Animal studies have also shown a decrease in pain when taking capsaicin orally or by injection.4
Capsaicin is currently used in topical ointments and creams to relieve pain and tenderness from osteoarthritis, nerve pain from shingles, pain after surgery, pain from diabetic neuropathy and lower back pain.
Burning calories and suppressing appetite
There are many products that claim that cayenne pepper can boost metabolism and promote weight loss; however, not all scientific studies agree. Researchers at Purdue University found that cayenne pepper consumption increased core body temperature slightly, which would in turn burn calories.5,6
Modest reductions in appetite were found in another study after the ingestion of 10 g of cayenne pepper (a large dose that would need to be repeated at each meal). No follow-up studies have been carried out to show whether these small effects result in weight loss.

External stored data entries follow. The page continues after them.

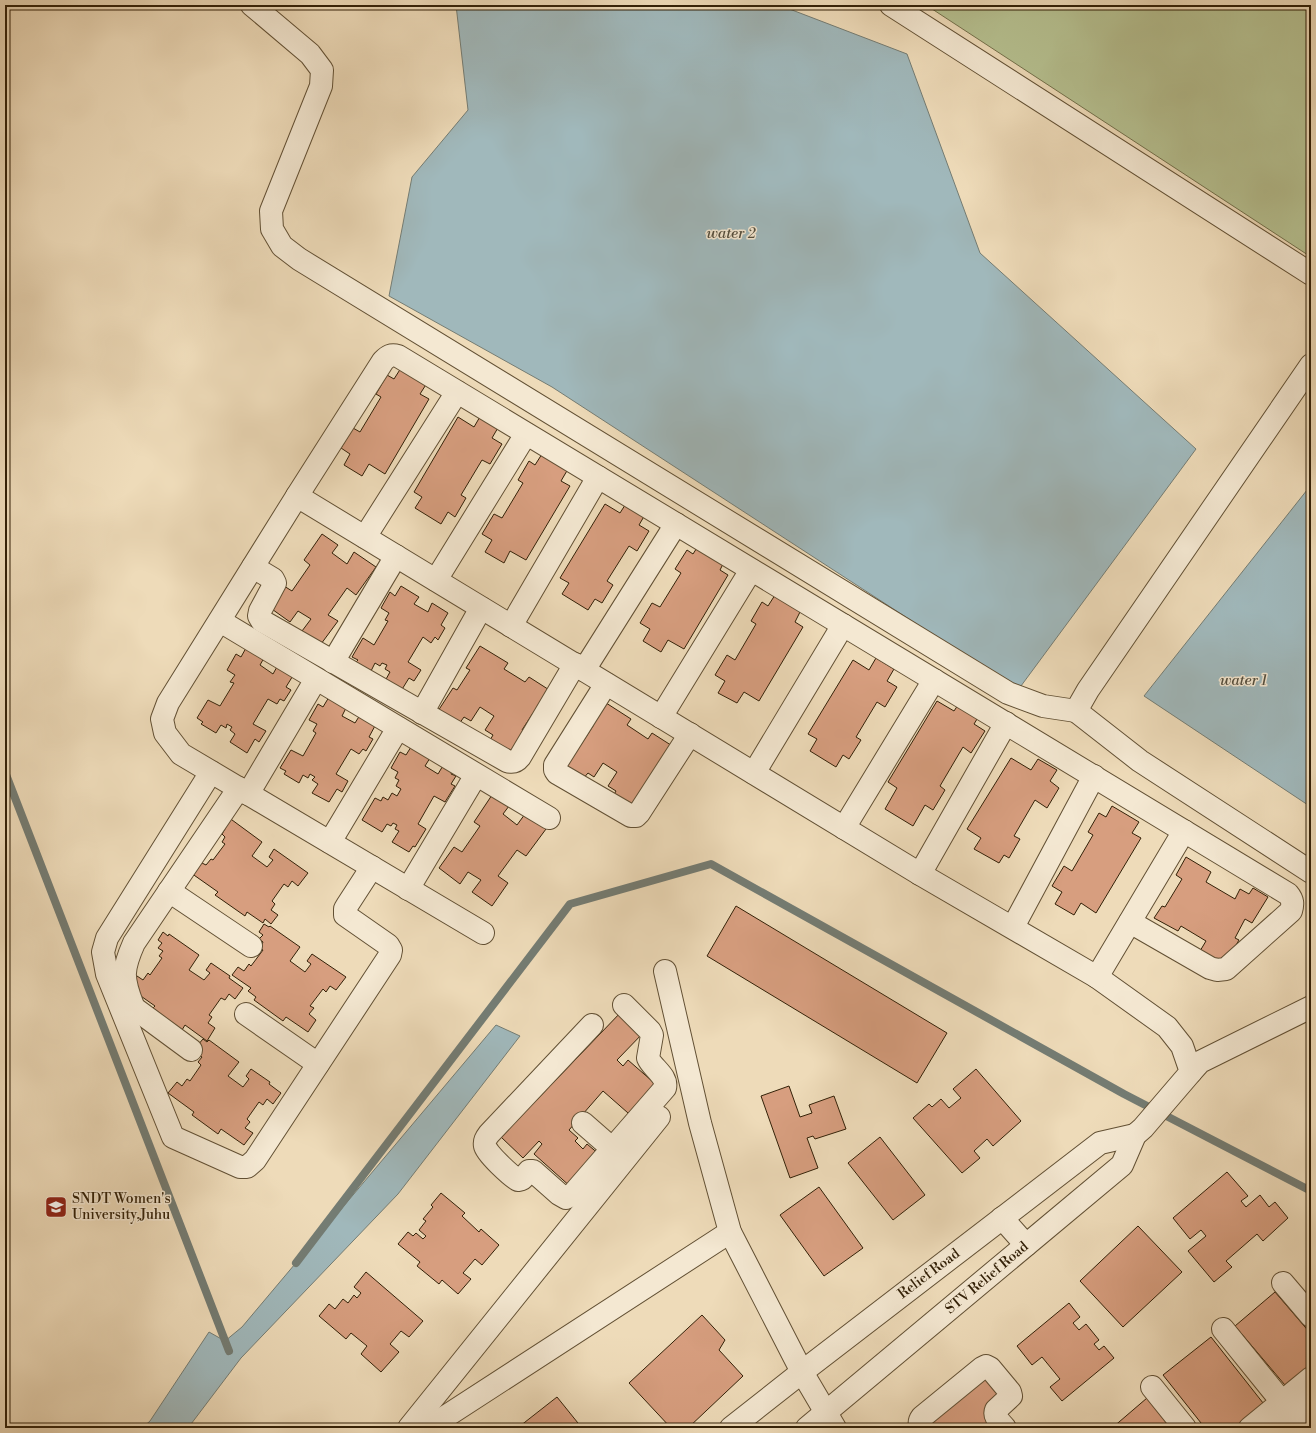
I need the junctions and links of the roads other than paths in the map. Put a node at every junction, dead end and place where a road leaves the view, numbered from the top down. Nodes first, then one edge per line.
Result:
1 (252, 5) edge
2 (891, 5) edge
3 (1311, 274) edge
4 (1311, 365) edge
5 (457, 392) junction
6 (526, 434) junction
7 (598, 477) junction
8 (297, 496) junction
9 (676, 524) junction
10 (365, 537) junction
11 (396, 556) junction
12 (253, 567) junction
13 (751, 570) junction
14 (436, 580) junction
15 (481, 608) junction
16 (220, 621) junction
17 (843, 625) junction
18 (511, 626) junction
19 (333, 662) junction
20 (579, 667) junction
21 (316, 679) junction
22 (934, 680) junction
23 (606, 684) junction
24 (1076, 711) junction
25 (422, 713) junction
26 (662, 717) junction
27 (1006, 724) junction
28 (398, 728) junction
29 (690, 734) junction
30 (211, 772) junction
31 (754, 773) junction
32 (476, 775) junction
33 (1094, 776) junction
34 (243, 791) junction
35 (549, 818) dead end
36 (844, 828) junction
37 (1184, 831) junction
38 (330, 842) junction
39 (372, 867) junction
40 (1311, 872) edge
41 (920, 874) junction
42 (408, 889) junction
43 (169, 891) junction
44 (1130, 922) junction
45 (1012, 927) junction
46 (483, 933) dead end
47 (251, 946) dead end
48 (665, 971) dead end
49 (1097, 977) junction
50 (624, 1005) dead end
51 (1311, 1007) edge
52 (134, 1008) junction
53 (246, 1014) dead end
54 (592, 1025) dead end
55 (191, 1050) dead end
56 (318, 1064) junction
57 (1187, 1077) junction
58 (690, 1079) junction
59 (583, 1124) dead end
60 (1139, 1131) junction
61 (187, 1144) junction
62 (619, 1154) junction
63 (1002, 1218) junction
64 (730, 1232) junction
65 (1026, 1245) junction
66 (1283, 1283) dead end
67 (1311, 1316) edge
68 (1223, 1329) dead end
69 (802, 1372) junction
70 (1311, 1378) edge
71 (1152, 1387) dead end
72 (1311, 1404) edge
73 (1292, 1419) edge
74 (831, 1420) edge
75 (409, 1428) edge
76 (428, 1428) edge
77 (732, 1428) edge
78 (807, 1428) edge
79 (922, 1428) edge
80 (1005, 1428) edge
81 (1185, 1428) edge
82 (1250, 1428) edge

1 - 24 street
2 - 3 street
4 - 24 street
5 - 6 street
5 - 8 street
5 - 10 street
6 - 7 street
6 - 14 street
7 - 9 street
7 - 18 street
8 - 10 street
8 - 12 street
9 - 13 street
9 - 20 street
10 - 11 street
11 - 14 street
11 - 19 street
12 - 16 street
12 - 19 street
13 - 17 street
13 - 26 street
14 - 15 street
15 - 18 street
15 - 25 street
16 - 21 street
16 - 30 street
17 - 22 street
17 - 31 street
18 - 20 street
19 - 25 street
20 - 23 street
20 - 25 street
21 - 28 street
21 - 34 street
22 - 27 street
22 - 36 street
23 - 26 street
23 - 29 street
24 - 40 street
26 - 29 street
27 - 33 street
27 - 41 street
28 - 32 street
28 - 38 street
29 - 31 street
30 - 34 street
30 - 61 street
31 - 36 street
32 - 35 street
32 - 42 street
33 - 37 street
33 - 45 street
34 - 38 street
34 - 43 street
36 - 41 street
37 - 44 street
37 - 44 street
38 - 39 street
39 - 42 street
39 - 56 street
41 - 45 street
42 - 46 street
43 - 47 street
43 - 52 street
44 - 49 street
45 - 49 street
48 - 58 street
49 - 57 street
50 - 62 street
51 - 57 street, STV Relief Road
52 - 55 street
52 - 61 street
53 - 56 street
54 - 62 street
56 - 61 street
57 - 60 street, STV Relief Road
58 - 62 street
58 - 64 street
59 - 62 street
60 - 63 street, Relief Road
60 - 65 street, STV Relief Road
62 - 75 street
63 - 65 street
63 - 69 street, Relief Road
64 - 69 street
64 - 76 street
65 - 74 street, STV Relief Road
66 - 67 street
68 - 73 street
69 - 74 street
69 - 77 street, Relief Road
70 - 73 street
71 - 81 street
72 - 73 street
73 - 82 street
74 - 78 street
79 - 80 street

The results of the research revealed that those who mixed cayenne pepper with their food burned an additional 10 calories 4 hours after eating their meal compared with those who did not add cayenne.
Many studies have looked at cayenne or capsaicin combined with other ingredients, so the ingredient responsible for results cannot be differentiated. More research is needed before cayenne or capsaicin is used as a weight-loss supplement.